At Mullion Cove 2005

Mullion Cove 2005

 Stability and Recovery?

 David made little progress until Clozapine (or Clozaril) was suggested. Within three months he began to gain some insight into his condition. He began to engage in limited conversations and on some days made the effort to make himself look presentable. The worrying thoughts were less pervasive. He would even smile occasionally.

 After 21 months in hospital he was transferred to a hostel with 24 hour cover. The excellent staff created a safe, ordered atmosphere where he  became more independent. He has now been a resident for about 18 months and despite much progress towards regaining his previous quality of life he is still a long way from normality. He still sleeps for about 12 hours a day. Every day is almost the same as the previous one. His motivation and intellect are still limited and his socialising skills are low, although he does express a growing empathy toward others.

 So, what are we left with?

Schizophrenia is a very debilitating illness. Some of the worst symptoms have succumbed to medication but much of David’s character and potential has been irretrievably lost. Schizophrenia has taken away all reasonable prospects of a partner, children, friends or career. At the age of 24 he can look forward to daily medication for the rest of his life with the prospect of serious side effects. He will very likely spend much of his life in sheltered housing. He will have very little money and suffer from ignorance and prejudice at the hands of the public.
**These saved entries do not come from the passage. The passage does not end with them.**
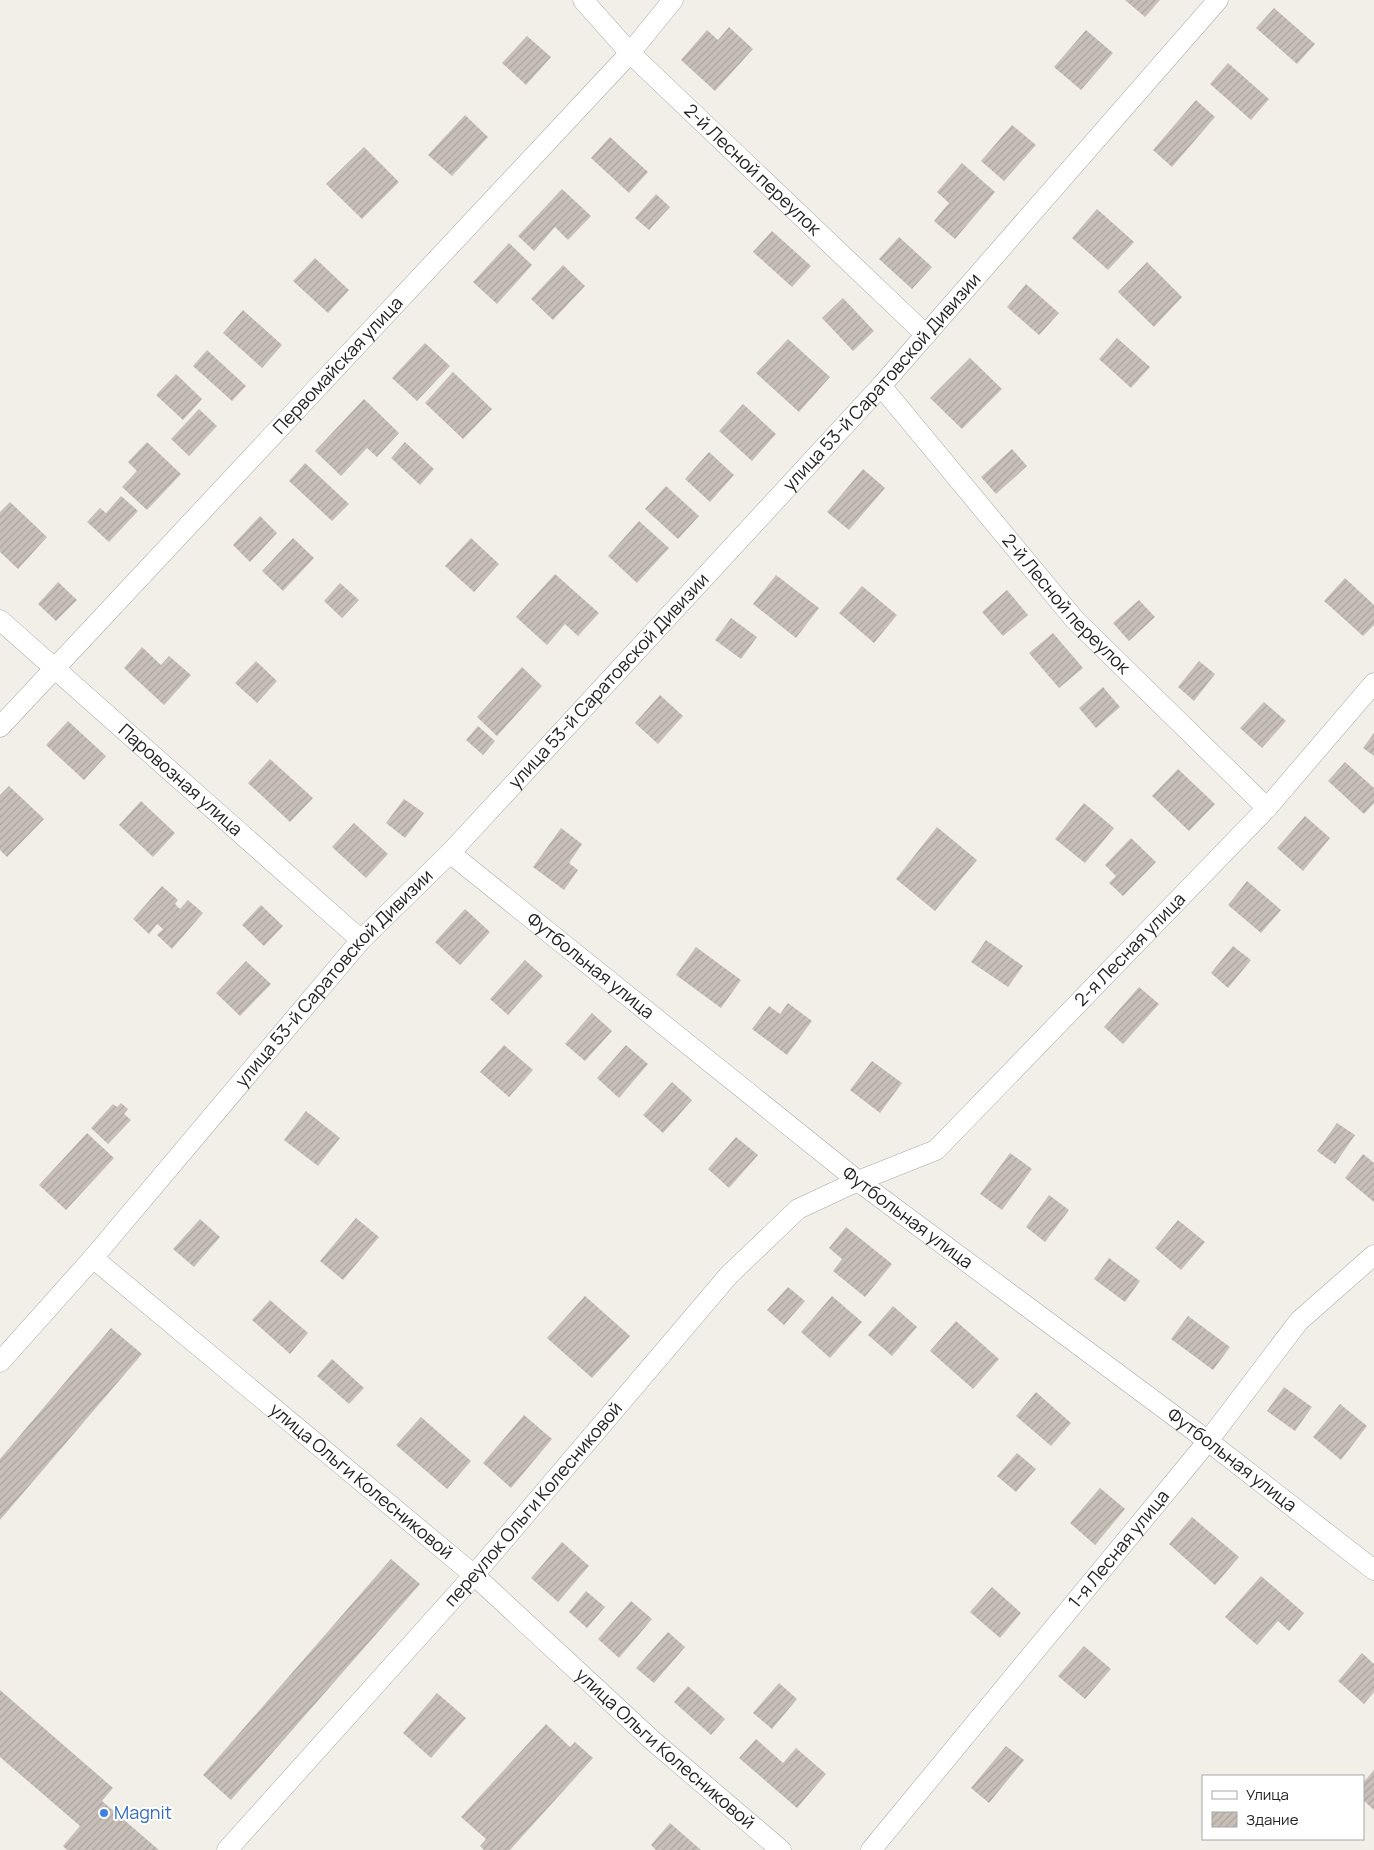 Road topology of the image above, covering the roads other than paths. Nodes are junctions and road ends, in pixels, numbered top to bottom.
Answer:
1 (583, 0) edge
2 (674, 0) edge
3 (1218, 0) edge
4 (630, 53) junction
5 (926, 335) junction
6 (881, 386) junction
7 (0, 620) edge
8 (53, 668) junction
9 (1374, 682) edge
10 (0, 727) edge
11 (1267, 808) junction
12 (450, 853) junction
13 (361, 940) junction
14 (858, 1182) junction
15 (1374, 1255) edge
16 (93, 1258) junction
17 (0, 1362) edge
18 (1208, 1442) junction
19 (1374, 1570) edge
20 (474, 1575) junction
21 (227, 1850) edge
22 (782, 1850) edge
23 (871, 1850) edge

1 - 4 street, 2-й Лесной переулок
2 - 4 street, Первомайская улица
3 - 5 street, улица 53-й Саратовской Дивизии
4 - 5 street, 2-й Лесной переулок
4 - 8 street, Первомайская улица
5 - 6 street, улица 53-й Саратовской Дивизии
6 - 11 street, 2-й Лесной переулок
6 - 12 street, улица 53-й Саратовской Дивизии
7 - 8 street, Паровозная улица
8 - 10 street, Первомайская улица
8 - 13 street, Паровозная улица
9 - 11 street, 2-я Лесная улица
11 - 14 street, 2-я Лесная улица
12 - 13 street, улица 53-й Саратовской Дивизии
12 - 14 street, Футбольная улица
13 - 16 street, улица 53-й Саратовской Дивизии
14 - 18 street, Футбольная улица
14 - 20 street, переулок Ольги Колесниковой
15 - 18 street, 1-я Лесная улица
16 - 17 street, улица 53-й Саратовской Дивизии
16 - 20 street, улица Ольги Колесниковой
18 - 19 street, Футбольная улица
18 - 23 street, 1-я Лесная улица
20 - 21 street, переулок Ольги Колесниковой
20 - 22 street, улица Ольги Колесниковой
(note - several years after this was written things have not turned out so bad - go the the blog to see how.)

David is not defined by his illness. He is not a mad. His reactions are a perfectly reasonable response to what is happening to him. He has schizophrenia or a Neurological Brain Disorder. It is also sometimes referred to as Kraepelin's disorder (KD) in honour of the doctor who first described it, Emil Kraepelin (1856- 1926).